Motivation

“One enemy of robust science is our humanity — our appetite for being right, and our tendency to find patterns in noise, to see supporting evidence for what we already believe is true, and to ignore the facts that do not fit.”

— Nature Editorial (2015 b)

Scientific research is at a unique point in history. The need to improve rigor and reproducibility in our field is greater than ever; corroboration moves science forward, yet there is a growing alarm about results that cannot be reproduced and that report false discoveries (Baker 2016). Consequences of not meeting this need will result in further decline in the rate of scientific progression, the reputation of the sciences, and the public’s trust in its findings (Munafò et al. 2017; Nature Editorial 2015 a).

“The key question we want to answer when seeing the results of any scientific study is whether we can trust the data analysis.”

— Peng (2015)

Unfortunately, at its current state the culture of data analysis and statistics actually enables human bias through improper model selection. All hypothesis tests and estimators are derived from statistical models, so to obtain valid estimates and inference it is critical that the statistical model contains the process that generated the data. Perhaps treatment was randomized or only depended on a small number of baseline covariates; this knowledge should and can be incorporated in the model. Alternatively, maybe the data is observational, and there is no knowledge about the data-generating process (DGP). If this is the case, then the statistical model should contain all data distributions. In practice; however, models are not selected based on knowledge of the DGP, instead models are often selected based on (1) the p-values they yield, (2) their convenience of implementation, and/or (3) an analysts loyalty to a particular model. This practice of “cargo-cult statistics — the ritualistic miming of statistics rather than conscientious practice,” (Stark and Saltelli 2018) is characterized by arbitrary modeling choices, even though these choices often result in different answers to the same research question. That is, “increasingly often, [statistics] is used instead to aid and abet weak science, a role it can perform well when used mechanically or ritually,” as opposed to its original purpose of safeguarding against weak science (Stark and Saltelli 2018). This presents a fundamental drive behind the epidemic of false findings that scientific research is suffering from (van der Laan and Starmans 2014).

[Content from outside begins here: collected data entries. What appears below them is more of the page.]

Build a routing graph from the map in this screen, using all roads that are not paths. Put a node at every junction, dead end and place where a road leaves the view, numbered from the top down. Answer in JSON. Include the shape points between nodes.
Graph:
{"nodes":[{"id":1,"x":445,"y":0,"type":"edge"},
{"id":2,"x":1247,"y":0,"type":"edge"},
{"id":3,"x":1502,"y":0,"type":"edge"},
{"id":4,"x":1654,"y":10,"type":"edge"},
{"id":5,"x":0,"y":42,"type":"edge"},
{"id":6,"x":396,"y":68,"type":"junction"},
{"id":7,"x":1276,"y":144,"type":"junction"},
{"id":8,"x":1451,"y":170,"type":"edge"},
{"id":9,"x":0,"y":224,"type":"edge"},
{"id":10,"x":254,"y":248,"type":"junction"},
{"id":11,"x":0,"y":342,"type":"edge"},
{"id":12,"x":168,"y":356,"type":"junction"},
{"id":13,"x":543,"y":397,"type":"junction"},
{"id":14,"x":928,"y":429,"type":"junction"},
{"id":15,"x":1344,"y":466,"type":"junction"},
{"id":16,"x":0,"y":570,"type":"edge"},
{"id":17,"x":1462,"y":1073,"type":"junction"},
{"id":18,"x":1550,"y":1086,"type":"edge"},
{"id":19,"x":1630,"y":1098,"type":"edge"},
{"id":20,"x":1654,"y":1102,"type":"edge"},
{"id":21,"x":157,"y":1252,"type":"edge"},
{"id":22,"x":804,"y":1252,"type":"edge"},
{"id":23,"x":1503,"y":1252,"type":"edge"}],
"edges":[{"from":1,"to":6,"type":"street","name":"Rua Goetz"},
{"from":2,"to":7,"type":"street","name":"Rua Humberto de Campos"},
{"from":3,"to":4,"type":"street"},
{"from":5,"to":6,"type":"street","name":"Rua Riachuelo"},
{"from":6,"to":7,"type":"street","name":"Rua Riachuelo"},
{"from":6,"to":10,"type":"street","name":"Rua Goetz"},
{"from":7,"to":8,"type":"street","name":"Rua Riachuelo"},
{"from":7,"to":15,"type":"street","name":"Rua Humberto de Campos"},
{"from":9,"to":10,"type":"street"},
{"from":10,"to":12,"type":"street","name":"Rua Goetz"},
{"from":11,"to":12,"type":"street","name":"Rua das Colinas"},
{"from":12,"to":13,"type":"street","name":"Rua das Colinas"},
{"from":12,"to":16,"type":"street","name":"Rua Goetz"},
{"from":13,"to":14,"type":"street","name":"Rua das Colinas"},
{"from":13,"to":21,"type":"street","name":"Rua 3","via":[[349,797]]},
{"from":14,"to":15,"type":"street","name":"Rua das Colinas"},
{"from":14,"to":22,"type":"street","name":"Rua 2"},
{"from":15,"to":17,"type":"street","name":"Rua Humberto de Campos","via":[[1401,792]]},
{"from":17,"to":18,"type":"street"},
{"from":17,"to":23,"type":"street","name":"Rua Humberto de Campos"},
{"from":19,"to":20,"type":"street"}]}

“We suggest that the weak statistical understanding is probably due to inadequate”statistics lite" education. This approach does not build up appropriate mathematical fundamentals and does not provide scientifically rigorous introduction into statistics. Hence, students’ knowledge may remain imprecise, patchy, and prone to serious misunderstandings. What this approach achieves, however, is providing students with false confidence of being able to use inferential tools whereas they usually only interpret the p-value provided by black box statistical software. While this educational problem remains unaddressed, poor statistical practices will prevail regardless of what procedures and measures may be favored and/or banned by editorials."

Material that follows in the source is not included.